Le bondage de corde a sa propre scène à Montréal, ses studios et son vocabulaire. On y croise du shibari, du kinbaku, et beaucoup de gens qui font simplement de la corde sans mettre d’étiquette dessus. La ville compte plusieurs groupes actifs et, la plupart des semaines, au moins un rendez-vous.

Jam ou atelier

Un rope jam est un temps de pratique libre : tu viens avec tes cordes, tu attaches ou tu te fais attacher, personne n’enseigne. Un atelier a un sujet et quelqu’un qui le mène. Les deux cohabitent souvent au même endroit, parfois la même soirée, l’atelier d’abord et le jam ensuite.

Ce qu’il faut apporter

Des cordes, quand tu en as : du jute ou du chanvre pour le shibari, du coton pour commencer, qui pardonne davantage. La plupart des jams en prêtent aux nouvelles personnes, et beaucoup d’ateliers en fournissent pour la séance. Des ciseaux de sécurité sont souvent exigés dès qu’on attache quelqu’un, y compris au sol.

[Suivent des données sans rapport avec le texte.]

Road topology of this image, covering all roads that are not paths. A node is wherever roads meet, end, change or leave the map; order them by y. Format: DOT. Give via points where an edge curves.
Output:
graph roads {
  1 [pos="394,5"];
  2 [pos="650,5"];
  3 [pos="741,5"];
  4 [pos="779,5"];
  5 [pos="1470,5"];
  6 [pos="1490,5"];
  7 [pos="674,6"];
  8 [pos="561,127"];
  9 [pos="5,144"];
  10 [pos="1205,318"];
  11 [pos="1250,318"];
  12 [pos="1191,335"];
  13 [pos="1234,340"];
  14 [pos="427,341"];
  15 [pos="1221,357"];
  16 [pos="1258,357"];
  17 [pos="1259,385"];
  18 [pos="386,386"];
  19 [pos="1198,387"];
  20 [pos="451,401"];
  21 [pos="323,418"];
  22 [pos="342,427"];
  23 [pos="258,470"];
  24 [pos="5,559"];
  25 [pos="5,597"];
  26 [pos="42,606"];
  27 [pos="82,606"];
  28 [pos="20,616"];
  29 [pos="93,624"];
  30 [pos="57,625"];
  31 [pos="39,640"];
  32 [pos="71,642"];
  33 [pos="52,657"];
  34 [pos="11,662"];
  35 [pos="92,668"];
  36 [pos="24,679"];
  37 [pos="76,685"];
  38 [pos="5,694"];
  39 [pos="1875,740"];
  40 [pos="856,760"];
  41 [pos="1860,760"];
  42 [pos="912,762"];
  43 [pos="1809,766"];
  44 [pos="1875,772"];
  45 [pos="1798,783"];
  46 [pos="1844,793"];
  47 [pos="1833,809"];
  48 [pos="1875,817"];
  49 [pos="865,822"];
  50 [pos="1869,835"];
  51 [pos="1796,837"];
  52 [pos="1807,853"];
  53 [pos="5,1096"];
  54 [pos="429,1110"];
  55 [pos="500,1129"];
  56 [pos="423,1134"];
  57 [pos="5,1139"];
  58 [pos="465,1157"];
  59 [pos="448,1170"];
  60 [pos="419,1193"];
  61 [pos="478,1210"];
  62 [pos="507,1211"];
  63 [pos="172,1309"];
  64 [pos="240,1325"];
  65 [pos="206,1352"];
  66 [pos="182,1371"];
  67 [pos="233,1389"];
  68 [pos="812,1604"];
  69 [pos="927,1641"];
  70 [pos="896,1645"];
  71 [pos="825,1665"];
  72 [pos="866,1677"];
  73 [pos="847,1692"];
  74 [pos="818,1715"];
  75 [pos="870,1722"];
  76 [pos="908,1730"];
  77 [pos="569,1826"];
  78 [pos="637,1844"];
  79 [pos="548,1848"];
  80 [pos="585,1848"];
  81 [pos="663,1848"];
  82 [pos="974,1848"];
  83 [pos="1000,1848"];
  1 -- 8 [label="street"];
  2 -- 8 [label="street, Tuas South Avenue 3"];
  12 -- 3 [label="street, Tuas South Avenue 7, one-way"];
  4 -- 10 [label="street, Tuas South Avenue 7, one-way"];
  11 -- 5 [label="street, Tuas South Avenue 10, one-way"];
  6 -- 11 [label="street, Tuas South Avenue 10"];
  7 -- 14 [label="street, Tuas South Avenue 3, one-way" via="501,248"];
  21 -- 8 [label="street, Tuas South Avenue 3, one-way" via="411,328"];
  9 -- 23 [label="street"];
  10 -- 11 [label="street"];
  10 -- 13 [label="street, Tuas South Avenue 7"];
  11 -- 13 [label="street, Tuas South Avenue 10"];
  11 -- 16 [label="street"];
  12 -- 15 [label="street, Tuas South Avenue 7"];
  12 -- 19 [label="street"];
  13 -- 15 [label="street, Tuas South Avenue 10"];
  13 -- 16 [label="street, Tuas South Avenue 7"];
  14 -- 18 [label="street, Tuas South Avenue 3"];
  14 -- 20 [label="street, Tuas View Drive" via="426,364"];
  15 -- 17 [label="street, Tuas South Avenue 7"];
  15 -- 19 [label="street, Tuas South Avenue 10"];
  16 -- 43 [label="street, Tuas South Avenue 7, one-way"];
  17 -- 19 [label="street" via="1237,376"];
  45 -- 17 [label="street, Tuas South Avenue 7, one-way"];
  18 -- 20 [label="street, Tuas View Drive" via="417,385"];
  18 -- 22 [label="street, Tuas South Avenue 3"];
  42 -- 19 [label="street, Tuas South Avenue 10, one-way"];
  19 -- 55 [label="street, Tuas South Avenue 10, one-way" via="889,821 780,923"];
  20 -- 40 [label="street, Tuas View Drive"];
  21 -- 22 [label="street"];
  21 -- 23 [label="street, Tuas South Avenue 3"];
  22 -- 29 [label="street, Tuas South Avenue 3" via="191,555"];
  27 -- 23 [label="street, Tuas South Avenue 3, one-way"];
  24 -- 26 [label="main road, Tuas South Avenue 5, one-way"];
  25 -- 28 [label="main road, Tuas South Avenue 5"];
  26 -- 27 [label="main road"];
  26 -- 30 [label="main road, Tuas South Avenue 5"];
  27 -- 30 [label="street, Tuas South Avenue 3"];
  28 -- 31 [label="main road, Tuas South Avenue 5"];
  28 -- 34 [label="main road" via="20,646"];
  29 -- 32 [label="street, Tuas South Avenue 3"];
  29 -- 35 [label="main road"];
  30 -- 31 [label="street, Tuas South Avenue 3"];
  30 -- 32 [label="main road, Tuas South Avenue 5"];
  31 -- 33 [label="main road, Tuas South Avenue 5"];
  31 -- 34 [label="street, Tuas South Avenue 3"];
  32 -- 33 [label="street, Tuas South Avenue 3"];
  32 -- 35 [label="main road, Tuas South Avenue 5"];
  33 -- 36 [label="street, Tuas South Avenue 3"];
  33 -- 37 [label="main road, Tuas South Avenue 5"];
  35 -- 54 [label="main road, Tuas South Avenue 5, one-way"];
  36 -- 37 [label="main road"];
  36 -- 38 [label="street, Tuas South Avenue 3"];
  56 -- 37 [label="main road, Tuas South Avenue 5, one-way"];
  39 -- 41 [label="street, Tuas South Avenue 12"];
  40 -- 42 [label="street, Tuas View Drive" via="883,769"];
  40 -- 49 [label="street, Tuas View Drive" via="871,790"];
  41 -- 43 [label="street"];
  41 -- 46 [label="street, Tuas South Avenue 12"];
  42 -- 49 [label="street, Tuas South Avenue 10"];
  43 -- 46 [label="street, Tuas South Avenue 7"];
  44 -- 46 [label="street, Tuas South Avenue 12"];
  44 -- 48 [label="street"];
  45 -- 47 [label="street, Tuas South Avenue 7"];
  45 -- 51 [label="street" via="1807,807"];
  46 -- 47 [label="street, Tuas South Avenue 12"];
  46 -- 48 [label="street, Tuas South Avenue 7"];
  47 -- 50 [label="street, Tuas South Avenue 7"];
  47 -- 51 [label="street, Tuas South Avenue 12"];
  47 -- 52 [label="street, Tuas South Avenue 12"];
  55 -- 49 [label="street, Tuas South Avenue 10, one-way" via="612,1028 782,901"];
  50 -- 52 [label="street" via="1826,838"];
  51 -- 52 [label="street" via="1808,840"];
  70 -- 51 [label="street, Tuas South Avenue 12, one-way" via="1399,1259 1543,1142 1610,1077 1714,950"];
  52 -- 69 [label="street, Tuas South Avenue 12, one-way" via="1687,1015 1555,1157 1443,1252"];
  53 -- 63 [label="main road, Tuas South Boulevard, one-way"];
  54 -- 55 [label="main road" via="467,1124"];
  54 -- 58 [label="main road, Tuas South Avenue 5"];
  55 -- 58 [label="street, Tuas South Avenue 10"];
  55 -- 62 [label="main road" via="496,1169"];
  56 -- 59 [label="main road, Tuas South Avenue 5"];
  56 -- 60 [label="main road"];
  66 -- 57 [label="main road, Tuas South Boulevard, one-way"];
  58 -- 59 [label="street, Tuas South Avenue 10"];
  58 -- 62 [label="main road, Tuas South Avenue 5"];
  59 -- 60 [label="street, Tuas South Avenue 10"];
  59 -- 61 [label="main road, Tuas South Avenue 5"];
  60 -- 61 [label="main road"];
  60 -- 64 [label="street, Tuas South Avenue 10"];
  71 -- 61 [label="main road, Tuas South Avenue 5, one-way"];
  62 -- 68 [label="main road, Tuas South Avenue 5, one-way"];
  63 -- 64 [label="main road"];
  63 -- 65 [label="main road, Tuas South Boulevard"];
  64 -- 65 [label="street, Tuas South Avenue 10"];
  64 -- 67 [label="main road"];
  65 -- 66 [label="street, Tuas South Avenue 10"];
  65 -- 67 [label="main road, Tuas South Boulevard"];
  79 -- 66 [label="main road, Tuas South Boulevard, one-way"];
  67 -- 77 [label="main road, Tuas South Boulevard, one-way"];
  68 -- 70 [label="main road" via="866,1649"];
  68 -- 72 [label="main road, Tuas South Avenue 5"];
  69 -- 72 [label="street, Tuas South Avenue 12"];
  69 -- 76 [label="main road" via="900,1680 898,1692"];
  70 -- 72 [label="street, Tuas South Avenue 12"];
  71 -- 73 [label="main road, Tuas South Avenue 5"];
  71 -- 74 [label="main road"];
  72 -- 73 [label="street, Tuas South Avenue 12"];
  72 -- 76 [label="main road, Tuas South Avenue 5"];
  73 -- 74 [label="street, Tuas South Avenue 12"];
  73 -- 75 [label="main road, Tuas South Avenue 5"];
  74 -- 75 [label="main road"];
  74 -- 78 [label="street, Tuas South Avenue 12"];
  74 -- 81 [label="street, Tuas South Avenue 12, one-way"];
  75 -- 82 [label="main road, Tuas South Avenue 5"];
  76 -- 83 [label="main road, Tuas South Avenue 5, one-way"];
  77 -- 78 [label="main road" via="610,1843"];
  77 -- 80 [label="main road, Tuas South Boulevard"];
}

Le sol avant la suspension

Le travail au sol occupe des mois avant qu’il soit question de décoller quelqu’un du plancher, et c’est aussi là que se joue l’essentiel. La suspension demande du matériel, un point d’ancrage vérifié et une lecture des nerfs qui ne s’apprend pas en une soirée. Les studios sérieux le disent d’entrée.